Intralinks is also making the process of clinical trials for drug research more efficient, and can cut the time required to perform a trial by 10 days, with a $2 million savings. Currently, its pharma business is growing at a 15% clip. Damico commented:
We don't just service our customers. We service our customers' customers, vendors, partners, advisors. We make it really simple for our customers to help their constituencies login, get access to our information that put up there, log out and get their work done.
Cramer recommended Interlinks, which has a market cap of just under $1 billion with a $9 billion addressable market. Since the stock is at its 52-week high, Cramer would wait for a pullback.
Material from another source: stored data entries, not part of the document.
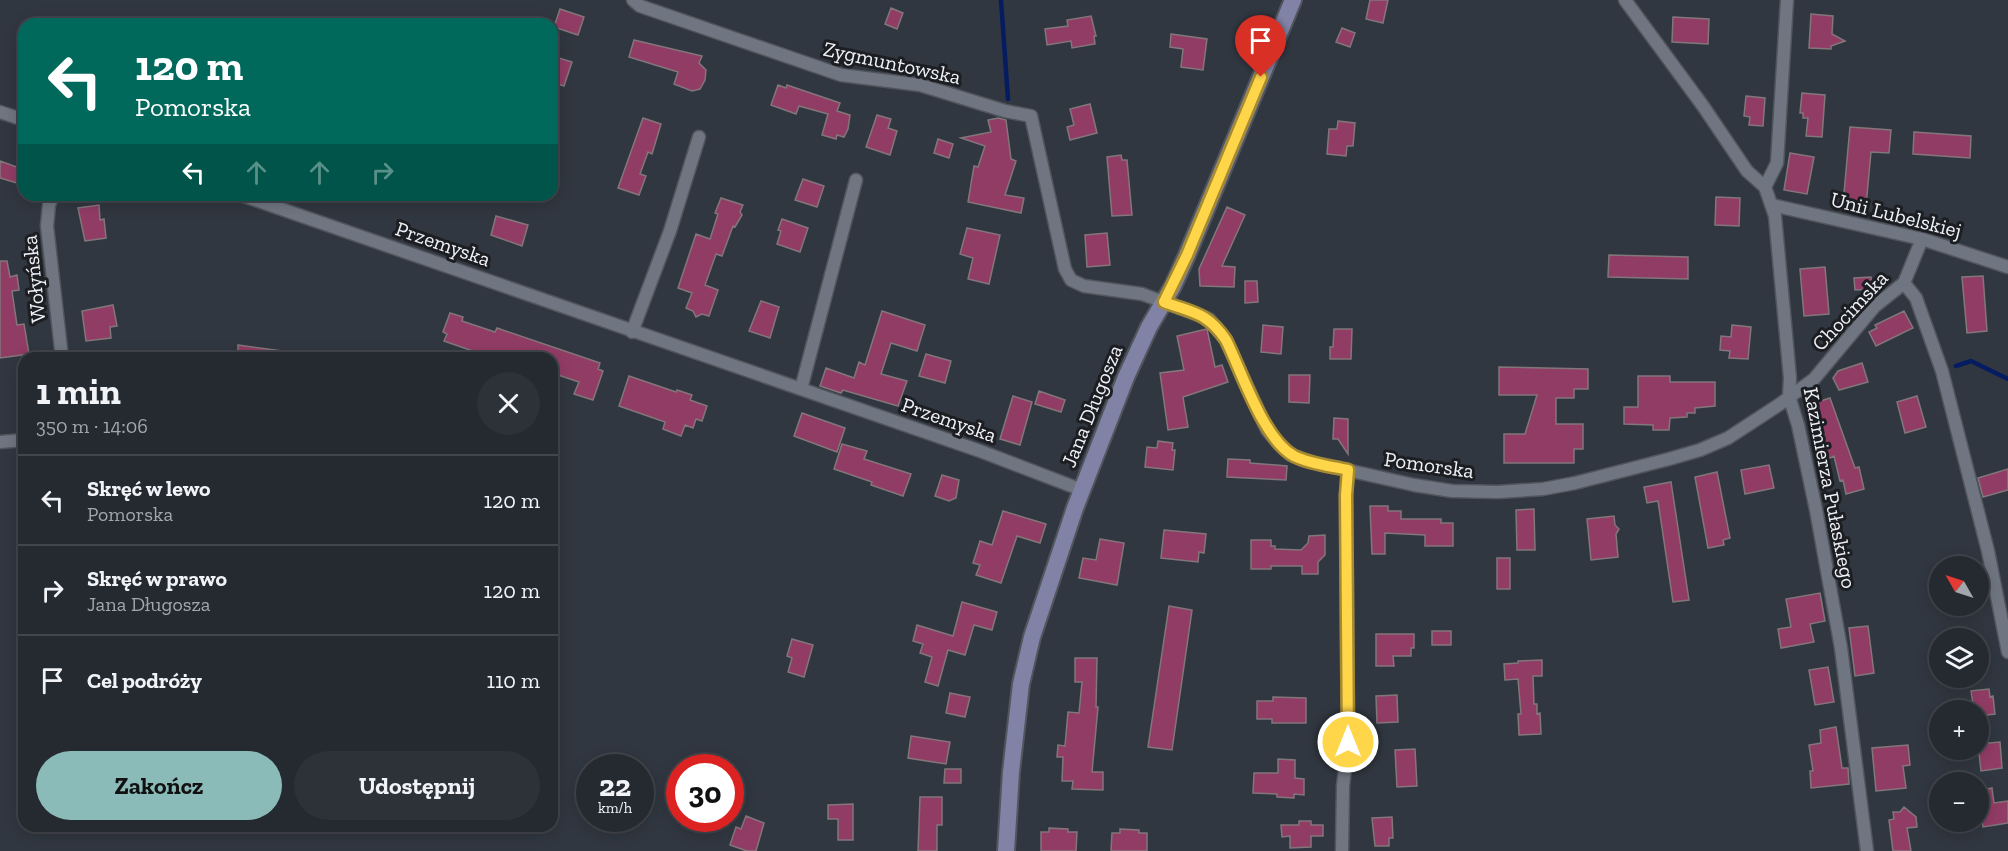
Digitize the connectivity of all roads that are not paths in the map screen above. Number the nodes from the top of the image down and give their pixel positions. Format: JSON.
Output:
{"nodes":[{"id":1,"x":633,"y":0,"type":"edge"},
{"id":2,"x":1293,"y":0,"type":"edge"},
{"id":3,"x":1625,"y":0,"type":"edge"},
{"id":4,"x":1787,"y":0,"type":"edge"},
{"id":5,"x":0,"y":112,"type":"edge"},
{"id":6,"x":18,"y":118,"type":"edge"},
{"id":7,"x":699,"y":137,"type":"dead end"},
{"id":8,"x":856,"y":180,"type":"dead end"},
{"id":9,"x":1765,"y":187,"type":"junction"},
{"id":10,"x":51,"y":201,"type":"edge"},
{"id":11,"x":258,"y":201,"type":"edge"},
{"id":12,"x":1772,"y":205,"type":"junction"},
{"id":13,"x":1922,"y":239,"type":"junction"},
{"id":14,"x":2008,"y":267,"type":"edge"},
{"id":15,"x":1904,"y":283,"type":"junction"},
{"id":16,"x":1164,"y":302,"type":"junction"},
{"id":17,"x":632,"y":332,"type":"junction"},
{"id":18,"x":61,"y":352,"type":"edge"},
{"id":19,"x":801,"y":389,"type":"junction"},
{"id":20,"x":1789,"y":396,"type":"junction"},
{"id":21,"x":18,"y":440,"type":"edge"},
{"id":22,"x":0,"y":442,"type":"edge"},
{"id":23,"x":1348,"y":470,"type":"junction"},
{"id":24,"x":1082,"y":490,"type":"junction"},
{"id":25,"x":2008,"y":652,"type":"edge"},
{"id":26,"x":1006,"y":851,"type":"edge"},
{"id":27,"x":1342,"y":851,"type":"edge"},
{"id":28,"x":1867,"y":851,"type":"edge"}],
"edges":[{"from":1,"to":16,"type":"street","name":"Zygmuntowska"},
{"from":2,"to":16,"type":"street","name":"Jana Długosza"},
{"from":3,"to":9,"type":"street","name":"Kazimierza Pułaskiego"},
{"from":4,"to":9,"type":"street"},
{"from":5,"to":6,"type":"street"},
{"from":7,"to":17,"type":"street"},
{"from":8,"to":19,"type":"street"},
{"from":9,"to":12,"type":"street","name":"Kazimierza Pułaskiego"},
{"from":10,"to":18,"type":"street","name":"Wołyńska"},
{"from":11,"to":17,"type":"street","name":"Przemyska"},
{"from":12,"to":13,"type":"street","name":"Unii Lubelskiej"},
{"from":12,"to":20,"type":"street","name":"Kazimierza Pułaskiego"},
{"from":13,"to":14,"type":"street","name":"Unii Lubelskiej"},
{"from":13,"to":15,"type":"street","name":"Chocimska"},
{"from":15,"to":20,"type":"street","name":"Chocimska"},
{"from":15,"to":25,"type":"street"},
{"from":16,"to":23,"type":"street","name":"Pomorska"},
{"from":16,"to":24,"type":"street","name":"Jana Długosza"},
{"from":17,"to":19,"type":"street","name":"Przemyska"},
{"from":19,"to":24,"type":"street","name":"Przemyska"},
{"from":20,"to":23,"type":"street","name":"Pomorska"},
{"from":20,"to":28,"type":"street","name":"Kazimierza Pułaskiego"},
{"from":21,"to":22,"type":"street"},
{"from":23,"to":27,"type":"street"},
{"from":24,"to":26,"type":"street","name":"Jana Długosza"}]}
With the Dow down 165 points on Tuesday and up 129 points on Wednesday, Cramer says the lesson that can be learned is not to panic. Industrials and commodities that sold off on China's interest rate hike should have been bought on weakness, although Cramer cautioned they might take a dip before rising because China is likely to raise rates again.
Unjustified bad news is proliferating, news which is proven wrong by the charts. Bears were picking on Parker-Hannifin (PH) which reported a "stunning" quarter. There was hand-wringing over Goldman Sachs (GS), but the stock rose from $153 to $159 in one day. Grim news about Juniper (JNPR) didn't seem to affect its stock price, and while Apple (AAPL) took a bit of pain over chatter about its iPad sales, the stock is back up.
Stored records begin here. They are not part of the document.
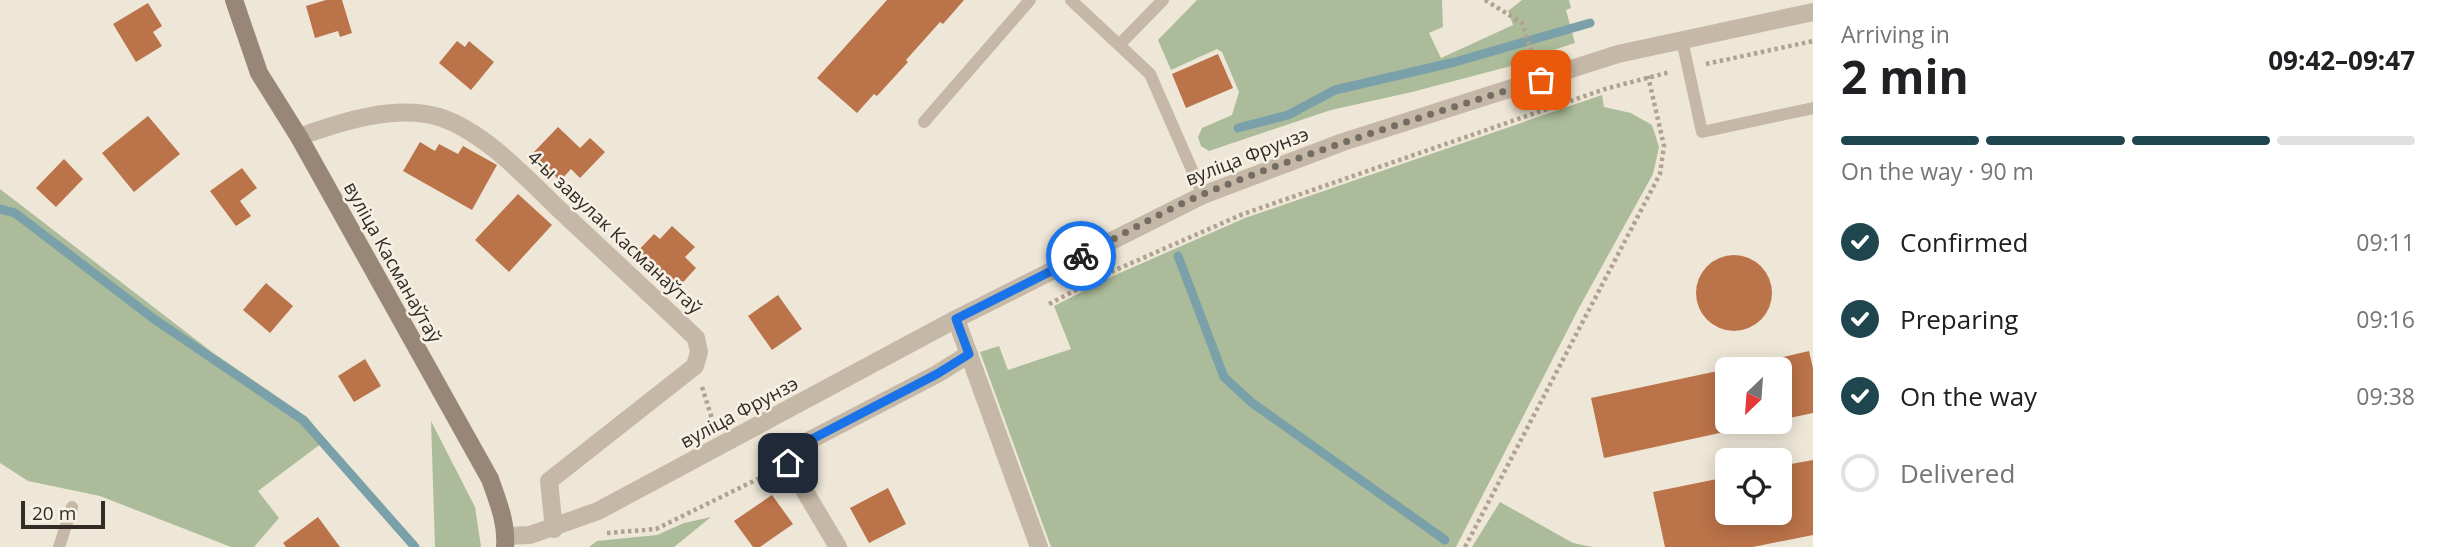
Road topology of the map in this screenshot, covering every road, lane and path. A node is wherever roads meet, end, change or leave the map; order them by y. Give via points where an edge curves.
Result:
1 (234, 0) edge
2 (1030, 0) edge
3 (1071, 0) edge
4 (1163, 0) edge
5 (1485, 0) edge
6 (1813, 12) edge
7 (1682, 40) junction
8 (1813, 41) edge
9 (1120, 44) junction
10 (1641, 48) junction
11 (1688, 67) junction
12 (1648, 78) junction
13 (1541, 80) junction
14 (1813, 108) edge
15 (924, 122) dead end
16 (299, 137) junction
17 (1203, 195) junction
18 (1049, 304) dead end
19 (956, 319) junction
20 (969, 354) junction
21 (702, 389) dead end
22 (709, 411) dead end
23 (788, 463) junction
24 (72, 507) dead end
25 (554, 529) junction
26 (598, 534) dead end
27 (505, 542) edge
28 (59, 547) edge
29 (838, 547) edge
30 (1039, 547) edge
31 (1465, 547) edge

1 - 16 main road, вуліца Касманаўтаў via 259,73
2 - 15 lane
3 - 9 lane
4 - 9 lane
5 - 13 path via 1522,23
6 - 7 street, вуліца Фрунзэ
7 - 10 street, вуліца Фрунзэ
7 - 11 lane
8 - 11 path
9 - 17 lane via 1150,74
10 - 12 path
10 - 13 street, вуліца Фрунзэ
11 - 12 path
11 - 14 lane via 1702,132
12 - 18 path via 1243,214
12 - 31 path via 1664,146 1660,174
13 - 17 street, вуліца Фрунзэ via 1343,142
16 - 25 street, 4-ы завулак Касманаўтаў via 348,120 413,113 463,128 503,157 696,338 695,366 549,481
16 - 27 main road, вуліца Касманаўтаў via 490,479 502,510
17 - 19 street, вуліца Фрунзэ
19 - 20 street
19 - 25 street, вуліца Фрунзэ via 598,511
20 - 23 street via 791,450
20 - 30 street
21 - 22 path
23 - 26 path via 656,529
23 - 29 street
24 - 28 lane
25 - 27 street, вуліца Фрунзэ

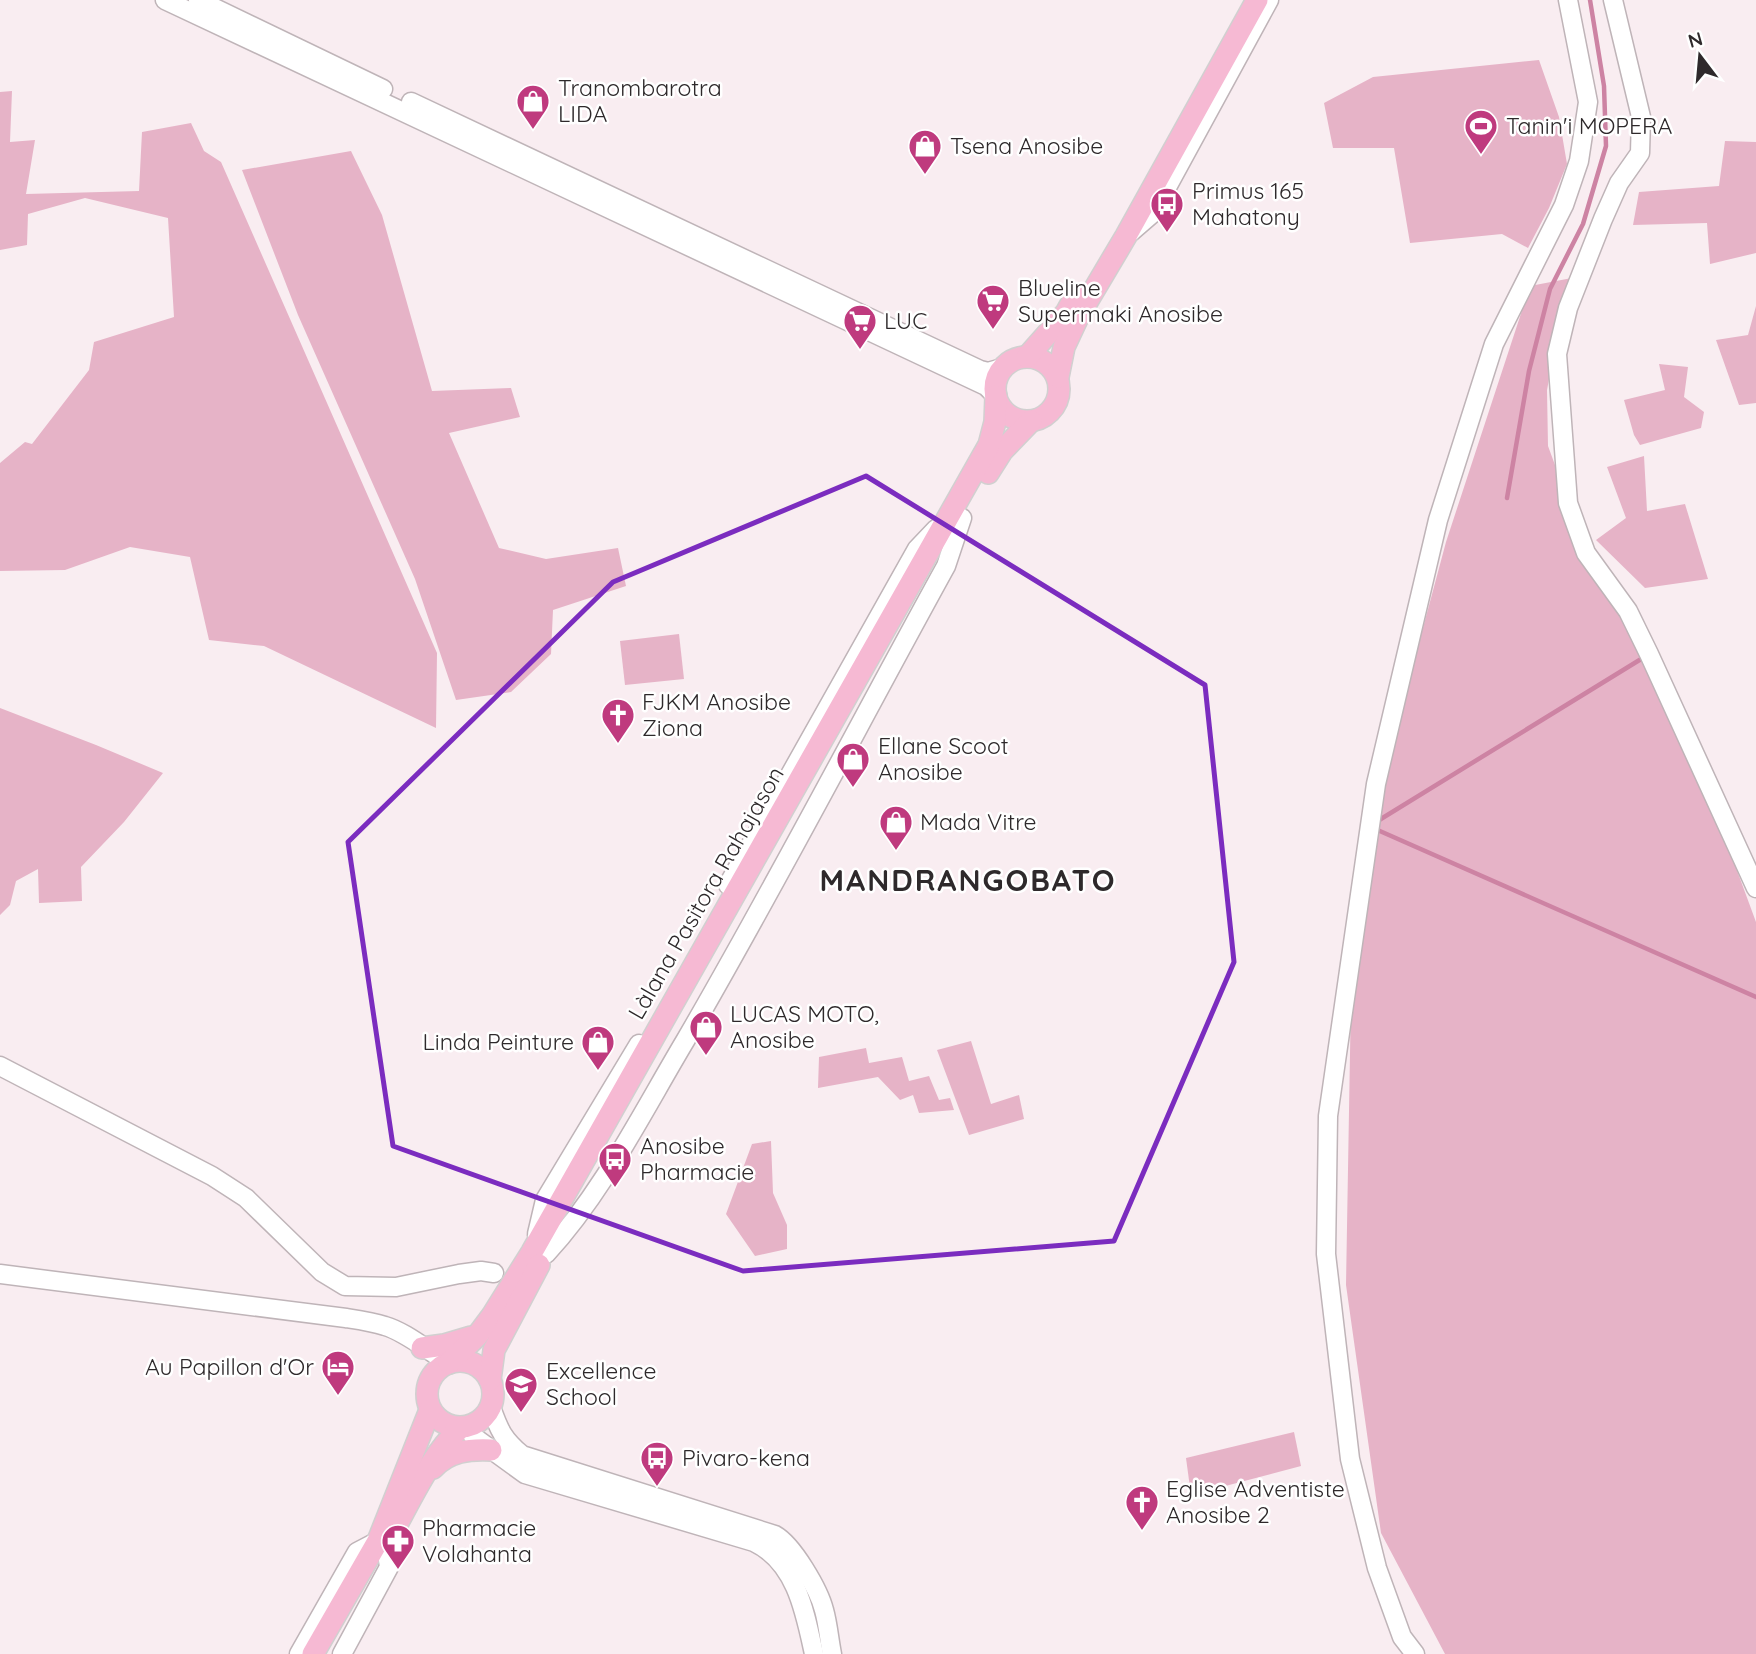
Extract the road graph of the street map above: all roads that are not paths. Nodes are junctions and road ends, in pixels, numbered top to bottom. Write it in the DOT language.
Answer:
graph roads {
  1 [pos="165,0"];
  2 [pos="198,0"];
  3 [pos="1242,0"];
  4 [pos="1256,0"];
  5 [pos="1269,0"];
  6 [pos="1568,0"];
  7 [pos="1612,0"];
  8 [pos="1126,236"];
  9 [pos="1027,357"];
  10 [pos="1002,368"];
  11 [pos="1058,377"];
  12 [pos="996,396"];
  13 [pos="1031,421"];
  14 [pos="956,516"];
  15 [pos="1756,888"];
  16 [pos="0,1066"];
  17 [pos="539,1253"];
  18 [pos="494,1273"];
  19 [pos="0,1274"];
  20 [pos="477,1336"];
  21 [pos="422,1348"];
  22 [pos="449,1363"];
  23 [pos="490,1380"];
  24 [pos="491,1407"];
  25 [pos="430,1410"];
  26 [pos="464,1427"];
  27 [pos="491,1450"];
  28 [pos="420,1482"];
  29 [pos="382,1543"];
  30 [pos="299,1654"];
  31 [pos="313,1654"];
  32 [pos="326,1654"];
  33 [pos="342,1654"];
  34 [pos="814,1654"];
  35 [pos="832,1654"];
  36 [pos="1415,1654"];
  1 -- 12 [label="street"];
  2 -- 10 [label="street"];
  3 -- 9 [label="main road"];
  4 -- 8 [label="main road"];
  5 -- 8 [label="street"];
  6 -- 36 [label="street"];
  7 -- 15 [label="street"];
  8 -- 11 [label="main road"];
  9 -- 10 [label="main road"];
  9 -- 11 [label="main road"];
  10 -- 12 [label="main road"];
  11 -- 13 [label="main road"];
  12 -- 13 [label="main road"];
  12 -- 14 [label="main road, Làlana Pasitora Rahajason"];
  13 -- 14 [label="main road, Làlana Pasitora Rahajason"];
  14 -- 17 [label="main road, Làlana Pasitora Rahajason"];
  16 -- 18 [label="street"];
  17 -- 20 [label="main road, Làlana Pasitora Rahajason"];
  17 -- 23 [label="main road, Làlana Pasitora Rahajason"];
  19 -- 21 [label="street"];
  20 -- 21 [label="main road"];
  20 -- 22 [label="main road, Làlana Pasitora Rahajason"];
  21 -- 22 [label="street"];
  22 -- 23 [label="main road"];
  22 -- 25 [label="main road"];
  23 -- 24 [label="main road"];
  24 -- 26 [label="main road"];
  24 -- 35 [label="street"];
  25 -- 26 [label="main road"];
  25 -- 29 [label="main road"];
  26 -- 27 [label="street"];
  26 -- 28 [label="main road"];
  27 -- 28 [label="main road"];
  27 -- 34 [label="street"];
  28 -- 29 [label="main road"];
  29 -- 30 [label="street"];
  29 -- 31 [label="main road"];
  29 -- 32 [label="main road"];
  29 -- 33 [label="street"];
}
Cramer reiterated his advice not to buy and sell based on headlines, but on homework and fundamentals.
Oil plays have been hit hard lately after Halliburton's (HAL) disappointing quarter and Weatherford's (WFT) decline. Investors are searching for a secure way to play oil without direct oil exposure. Core Labs (CLB) beat estimates by one cent and its guidance was in-line. Cramer would buy the stock on any decline because it provides the useful service of helping oil companies locate the best places to drill.
The stock has a strong track record, with a 516% increase in 5 years compared to a mere 11% uptick for the S&P. Core Labs consistently pays shareholders with dividend raises. Demshur discussed Core Labs' broad range of clients, including Conoco. While Latin America in general has been generating business, Demshur says the company is reducing its assets in Mexico because of weakness there.
With concerns about the domestic economic situation and the falling price of natural gas, Demshur says Core Labs is in a good position since it is 70% levered overseas and 70% oil. Cramer is bullish on Core Labs.